И с ней и Хосе Диасом Сталину предстоял тяжёлый разговор.
Провести его Сталин решил в обстановке домашней — в Кунцево.
— Товарищи Диас и Ибаррури, — обратился он к испанским коммунистическим лидерам после ужи на впятером, когда они вместе с Молотовым и Ждановым устроились в каминной. — Заканчивается лето, и это лето мы закончим мирно… И закончим с прекрасным урожаем… А в Испании сейчас почти голод.
Ибаррури блеснула глазами. Несколько лет назад она сказала: «Лучше умереть стоя, чем жить на коленях!» И Сталин помнил об этом… Да, это было сказано прекрасно. Но простой народ не может жить на коленях, потому что на коленях не посеешь зерно, не выходишь его и не соберешь созревшее… Народ всегда живет на ногах, но нередко — с согнутой спиной и согбенными плечами.
Это и сказал испанцам Сталин.
— Понимаете, товарищи, — прибавил он, — весь центр борьбы мы теперь обязаны перенести против Америки. Враг капитала Америки — наш друг. В США полным ходом идет вооружение, а это значит, что капиталисты скоро будут иметь огромную вооружённую силу. Гитлер же и Муссолини вводят государственный капитализм, а это предпоследний шаг к социализму. Последний шаг — отказ от частной собственности… И можно представить себе такое развитие мира, когда они сделают и этот шаг. Ни Черчилль, ни Рузвельт этого шага не сделают никогда…
— Что из этого следует, товарищ Сталин, для нас, коммунистов Испании? — резко спросила Пасионария. — Мы боролись против Гитлера и Муссолини, а сейчас Советский Союз чествует их как гостей и почти союзников. Что делать нам?
— Быть коммунистами, товарищ Ибаррури, — спокойно ответил Сталин.
— А конкретно?
— Владимир Ильич учил нас, — не отвечая прямо, начал Сталин, — что есть компромиссы и есть компромиссы… Можно блокироваться с октябристами и кадетами против монархистов, с эсерами против кадетов и с меньшевиками против эсеров… Но никогда нельзя забывать, во имя чего ты идёшь на компромисс.
Пасионария вновь блеснула глазами:
— Во имя чего идёт на компромисс с фашистами Советский Союз?
И тут вместо Сталина ей мягко ответил Жданов:
— Во имя людей труда, товарищ Пасионария… И во имя конечной победы Труда над Капиталом.

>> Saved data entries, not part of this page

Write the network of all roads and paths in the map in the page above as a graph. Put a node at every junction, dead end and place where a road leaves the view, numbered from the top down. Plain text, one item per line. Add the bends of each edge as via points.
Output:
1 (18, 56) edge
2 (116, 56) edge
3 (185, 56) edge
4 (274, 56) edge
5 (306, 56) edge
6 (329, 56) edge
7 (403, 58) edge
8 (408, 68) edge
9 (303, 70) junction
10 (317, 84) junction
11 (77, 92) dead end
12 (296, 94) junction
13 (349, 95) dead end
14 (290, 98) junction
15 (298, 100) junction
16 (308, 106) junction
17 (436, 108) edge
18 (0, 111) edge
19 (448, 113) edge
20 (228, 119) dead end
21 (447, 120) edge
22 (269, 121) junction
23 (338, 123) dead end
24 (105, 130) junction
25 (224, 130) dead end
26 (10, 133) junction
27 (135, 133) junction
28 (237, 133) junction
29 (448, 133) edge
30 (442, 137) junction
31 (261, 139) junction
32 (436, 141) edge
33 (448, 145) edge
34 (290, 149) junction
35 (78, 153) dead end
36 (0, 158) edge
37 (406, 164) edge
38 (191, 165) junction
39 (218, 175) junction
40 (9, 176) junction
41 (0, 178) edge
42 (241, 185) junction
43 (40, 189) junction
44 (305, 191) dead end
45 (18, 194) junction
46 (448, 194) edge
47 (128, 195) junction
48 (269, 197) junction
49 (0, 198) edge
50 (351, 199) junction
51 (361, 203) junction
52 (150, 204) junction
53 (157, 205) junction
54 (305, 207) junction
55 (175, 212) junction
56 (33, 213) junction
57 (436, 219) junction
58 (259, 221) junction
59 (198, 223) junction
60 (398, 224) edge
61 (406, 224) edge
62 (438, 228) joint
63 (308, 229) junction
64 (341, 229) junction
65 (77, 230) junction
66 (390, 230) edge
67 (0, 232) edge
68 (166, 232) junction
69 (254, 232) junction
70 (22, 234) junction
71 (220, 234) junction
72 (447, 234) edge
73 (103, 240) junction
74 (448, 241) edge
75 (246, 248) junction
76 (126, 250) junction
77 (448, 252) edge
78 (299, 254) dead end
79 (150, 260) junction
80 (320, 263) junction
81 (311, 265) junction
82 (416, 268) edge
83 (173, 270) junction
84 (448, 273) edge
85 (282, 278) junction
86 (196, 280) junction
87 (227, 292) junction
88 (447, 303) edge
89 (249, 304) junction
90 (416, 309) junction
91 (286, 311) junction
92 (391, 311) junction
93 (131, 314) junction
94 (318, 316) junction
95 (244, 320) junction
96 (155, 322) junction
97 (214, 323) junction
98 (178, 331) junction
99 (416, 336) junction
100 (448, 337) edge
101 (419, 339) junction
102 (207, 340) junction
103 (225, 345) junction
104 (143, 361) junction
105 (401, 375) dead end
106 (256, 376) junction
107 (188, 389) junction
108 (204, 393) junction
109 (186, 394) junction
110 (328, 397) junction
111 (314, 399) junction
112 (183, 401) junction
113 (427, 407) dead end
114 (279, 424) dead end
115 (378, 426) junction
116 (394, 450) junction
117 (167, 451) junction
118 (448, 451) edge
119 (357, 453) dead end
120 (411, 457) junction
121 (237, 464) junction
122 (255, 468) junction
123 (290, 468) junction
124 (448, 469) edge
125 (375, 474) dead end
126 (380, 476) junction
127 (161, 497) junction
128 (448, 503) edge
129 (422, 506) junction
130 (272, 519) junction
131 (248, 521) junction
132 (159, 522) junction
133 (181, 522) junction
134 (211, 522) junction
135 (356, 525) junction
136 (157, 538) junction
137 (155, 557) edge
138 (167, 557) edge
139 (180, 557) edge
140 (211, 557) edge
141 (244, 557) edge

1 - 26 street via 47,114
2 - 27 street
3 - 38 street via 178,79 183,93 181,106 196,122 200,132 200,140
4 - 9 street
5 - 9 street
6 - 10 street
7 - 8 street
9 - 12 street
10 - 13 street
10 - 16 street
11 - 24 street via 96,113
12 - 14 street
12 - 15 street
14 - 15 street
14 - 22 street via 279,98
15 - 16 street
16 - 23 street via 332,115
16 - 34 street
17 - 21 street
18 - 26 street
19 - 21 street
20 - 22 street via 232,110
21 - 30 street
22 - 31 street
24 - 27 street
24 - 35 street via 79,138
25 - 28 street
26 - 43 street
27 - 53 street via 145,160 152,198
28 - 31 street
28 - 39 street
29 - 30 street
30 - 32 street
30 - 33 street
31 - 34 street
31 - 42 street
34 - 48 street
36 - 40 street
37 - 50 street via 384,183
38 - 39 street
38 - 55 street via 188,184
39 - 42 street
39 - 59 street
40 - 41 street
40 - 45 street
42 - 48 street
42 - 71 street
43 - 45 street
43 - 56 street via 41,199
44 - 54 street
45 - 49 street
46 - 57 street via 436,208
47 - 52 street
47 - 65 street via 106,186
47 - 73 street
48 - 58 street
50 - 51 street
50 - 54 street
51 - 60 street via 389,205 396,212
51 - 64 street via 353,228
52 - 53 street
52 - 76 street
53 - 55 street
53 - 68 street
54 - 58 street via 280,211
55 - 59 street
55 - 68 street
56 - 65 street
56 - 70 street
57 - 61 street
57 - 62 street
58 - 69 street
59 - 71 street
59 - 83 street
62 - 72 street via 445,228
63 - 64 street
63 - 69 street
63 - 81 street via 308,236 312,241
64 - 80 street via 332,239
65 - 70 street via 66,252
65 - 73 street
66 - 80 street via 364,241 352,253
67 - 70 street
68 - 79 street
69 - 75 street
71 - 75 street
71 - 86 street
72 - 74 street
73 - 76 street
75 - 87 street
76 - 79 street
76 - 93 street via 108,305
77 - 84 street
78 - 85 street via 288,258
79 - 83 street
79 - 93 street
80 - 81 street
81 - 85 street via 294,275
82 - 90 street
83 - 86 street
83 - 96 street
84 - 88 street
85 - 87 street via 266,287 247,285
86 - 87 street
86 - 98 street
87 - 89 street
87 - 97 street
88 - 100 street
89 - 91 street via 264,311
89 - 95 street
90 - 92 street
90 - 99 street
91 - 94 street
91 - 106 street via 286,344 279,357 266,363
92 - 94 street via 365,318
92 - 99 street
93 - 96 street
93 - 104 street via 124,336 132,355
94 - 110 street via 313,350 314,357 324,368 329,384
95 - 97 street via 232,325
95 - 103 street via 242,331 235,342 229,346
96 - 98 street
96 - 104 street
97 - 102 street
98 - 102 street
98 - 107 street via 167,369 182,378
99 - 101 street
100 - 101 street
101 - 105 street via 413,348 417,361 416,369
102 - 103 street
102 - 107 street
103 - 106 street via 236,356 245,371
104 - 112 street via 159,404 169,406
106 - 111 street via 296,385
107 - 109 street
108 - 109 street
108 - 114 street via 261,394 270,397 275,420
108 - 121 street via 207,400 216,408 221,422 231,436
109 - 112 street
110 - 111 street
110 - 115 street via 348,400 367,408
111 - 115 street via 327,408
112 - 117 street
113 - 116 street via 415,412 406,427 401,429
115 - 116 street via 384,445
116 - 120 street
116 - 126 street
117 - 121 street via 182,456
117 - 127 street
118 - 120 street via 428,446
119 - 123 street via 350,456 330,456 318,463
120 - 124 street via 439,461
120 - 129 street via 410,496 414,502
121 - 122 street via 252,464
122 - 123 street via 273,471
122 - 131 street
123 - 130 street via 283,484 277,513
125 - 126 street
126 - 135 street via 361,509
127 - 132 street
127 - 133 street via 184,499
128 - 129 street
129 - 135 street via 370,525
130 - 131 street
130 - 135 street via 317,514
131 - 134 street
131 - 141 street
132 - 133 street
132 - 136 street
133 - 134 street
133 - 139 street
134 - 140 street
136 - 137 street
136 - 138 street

Он улыбнулся в короткие усы и пояснил:
— Это не просто понять и принять, но быть коммунистом — не значит быть готовым красиво умереть. Быть коммунистом — это значит быть готовым напряженно жить в интересах Труда. Хотя, — Жданов улыбнулся вновь, — лучше бы жить порой и менее напряженно, жаль вот — не получается…
— Так вот, товарищи, — подвёл черту Сталин. — Войну в Европе надо закончить до того, как в Европу придёт Америка. Свергнуть Черчилля и черчиллевцев, придя в Лондон, сегодня мы не можем. Но мы можем уже сегодня подготовить условия для этого, ударив по Черчиллю и по Америке в Африке и на Востоке, лишив их Александрии, Суэца и… И — Гибралтара, а потом — и атлантических островов. А для этого очень может пригодиться Испания.

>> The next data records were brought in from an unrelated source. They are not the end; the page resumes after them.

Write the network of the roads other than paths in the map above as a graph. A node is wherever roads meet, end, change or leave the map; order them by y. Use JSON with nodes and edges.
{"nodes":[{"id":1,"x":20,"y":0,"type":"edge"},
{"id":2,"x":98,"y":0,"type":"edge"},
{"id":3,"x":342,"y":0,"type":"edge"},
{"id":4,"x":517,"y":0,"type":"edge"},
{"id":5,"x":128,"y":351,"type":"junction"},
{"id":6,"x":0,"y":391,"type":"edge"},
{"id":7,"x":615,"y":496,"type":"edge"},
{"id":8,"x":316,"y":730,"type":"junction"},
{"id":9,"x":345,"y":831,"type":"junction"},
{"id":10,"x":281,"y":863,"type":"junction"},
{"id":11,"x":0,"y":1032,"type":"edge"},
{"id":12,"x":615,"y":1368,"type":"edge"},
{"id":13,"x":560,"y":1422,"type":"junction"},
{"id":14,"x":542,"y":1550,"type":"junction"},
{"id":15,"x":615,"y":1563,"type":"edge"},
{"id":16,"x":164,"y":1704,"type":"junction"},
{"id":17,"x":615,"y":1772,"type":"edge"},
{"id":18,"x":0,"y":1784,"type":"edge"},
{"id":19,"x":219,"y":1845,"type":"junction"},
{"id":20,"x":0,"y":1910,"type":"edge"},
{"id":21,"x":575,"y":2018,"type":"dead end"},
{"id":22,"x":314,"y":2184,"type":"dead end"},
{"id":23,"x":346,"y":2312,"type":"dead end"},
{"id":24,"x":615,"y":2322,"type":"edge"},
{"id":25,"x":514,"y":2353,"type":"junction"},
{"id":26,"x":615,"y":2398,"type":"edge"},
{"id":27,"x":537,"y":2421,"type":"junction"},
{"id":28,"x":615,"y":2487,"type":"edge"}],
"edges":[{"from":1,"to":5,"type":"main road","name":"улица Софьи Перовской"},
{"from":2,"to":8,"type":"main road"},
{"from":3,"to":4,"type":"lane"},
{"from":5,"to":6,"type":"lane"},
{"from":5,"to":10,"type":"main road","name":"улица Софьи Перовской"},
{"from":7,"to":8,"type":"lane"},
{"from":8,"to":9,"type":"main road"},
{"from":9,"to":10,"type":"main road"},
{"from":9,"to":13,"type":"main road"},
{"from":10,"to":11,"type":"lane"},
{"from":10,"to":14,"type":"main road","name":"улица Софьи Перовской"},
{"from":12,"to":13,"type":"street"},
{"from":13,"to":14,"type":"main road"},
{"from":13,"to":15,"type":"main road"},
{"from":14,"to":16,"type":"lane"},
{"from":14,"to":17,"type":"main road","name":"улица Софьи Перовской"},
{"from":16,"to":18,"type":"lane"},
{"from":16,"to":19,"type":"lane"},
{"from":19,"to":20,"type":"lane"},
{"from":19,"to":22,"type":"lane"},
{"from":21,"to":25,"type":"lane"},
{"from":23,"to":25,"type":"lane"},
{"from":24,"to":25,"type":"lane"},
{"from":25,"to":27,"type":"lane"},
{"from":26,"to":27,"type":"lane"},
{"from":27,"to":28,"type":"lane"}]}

Ибаррури и Диас слушали молча и хмуро.
А Сталин говорил:
— В Испании сейчас не Диас, а Франко. Так что надо идти на компромисс с Франко. И ещё одно, товарищи… В Испании кроме Франко есть и испанцы. И они голодают. А мы можем поделиться с ними хлебом… И то, что им помогла Россия, они будут помнить.